The funny (or very unfunny) thing is, I had absolutely no idea what I was doing to myself. I thought that it was normal to come home from eating something ‘bad’ and do hundreds of exercises in my room to try and burn off the calories. I thought that having protein shakes was great, because protein’s what makes you lean, right?? Wrong. I was harming my body beyond belief, blinded by seeing the number on the scales drop, and basically starving myself. Despite thinking and worrying about food all the time, I was living off little more than 700 calories a day. It’s very difficult to explain exactly the way I was feeling to someone that’s been lucky enough not to experience an eating disorder. I was utterly fixated by everything I was consuming, constantly researching ways to lose weight faster, forever staring at my body in the mirror and despising every little thing that I saw. There were no good bits, there was no ‘oh, my arms look alright today’, there was nothing. Nothing but this shroud of negativity, so powerful that it was pushing both my brain and body to their breaking point.
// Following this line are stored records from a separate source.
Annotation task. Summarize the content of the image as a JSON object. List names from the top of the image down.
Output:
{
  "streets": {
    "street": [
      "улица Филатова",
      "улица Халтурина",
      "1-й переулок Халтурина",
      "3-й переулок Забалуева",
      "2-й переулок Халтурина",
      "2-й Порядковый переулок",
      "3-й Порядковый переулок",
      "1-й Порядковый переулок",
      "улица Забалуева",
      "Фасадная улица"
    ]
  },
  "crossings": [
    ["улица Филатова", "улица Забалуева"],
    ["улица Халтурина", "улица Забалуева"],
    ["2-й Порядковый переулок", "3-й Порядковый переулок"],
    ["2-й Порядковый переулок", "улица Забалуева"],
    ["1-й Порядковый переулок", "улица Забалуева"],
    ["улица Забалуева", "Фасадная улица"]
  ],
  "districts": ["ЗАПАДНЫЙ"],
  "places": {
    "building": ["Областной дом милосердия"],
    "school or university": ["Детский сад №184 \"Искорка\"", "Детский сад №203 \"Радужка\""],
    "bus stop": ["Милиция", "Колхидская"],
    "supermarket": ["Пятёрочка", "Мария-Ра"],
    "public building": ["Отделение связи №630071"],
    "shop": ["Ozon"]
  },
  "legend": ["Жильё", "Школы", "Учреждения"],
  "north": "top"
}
Nearly two years have passed since the beginnings of my eating disorders, and it’s still something that I struggle with. I’m a million times better than I used to be, but in extremely stressful situations, I find that it’s very easy to slip back into my old habits, as food sometimes feels like the only thing I have control over. I urge anyone that has even the slightest feeling they may have a problem with their relationship towards food or their body image to seek some help. Tell a friend, family member, support officer at school or university. I think that there is a common misconception with eating disorders, in that we often picture someone that has an almost skeletal figure. I did not look like that (in fact, I got quite a lot of compliments from people telling me how great I looked for losing weight!), but that doesn’t mean that I was in any way healthy. Admitting that I had/have a problem and talking about it with other people (or writing it all down on my blog) has helped me a huge deal.
‘The most important relationship that you’ll ever have is with yourself’ is something that’s said a lot, but is far too easily forgotten. Treat yourself nicely, respect yourself and give yourself the love that you’d give everyone else you care about. You are what matters, and your relationship with your body should be happy and healthy.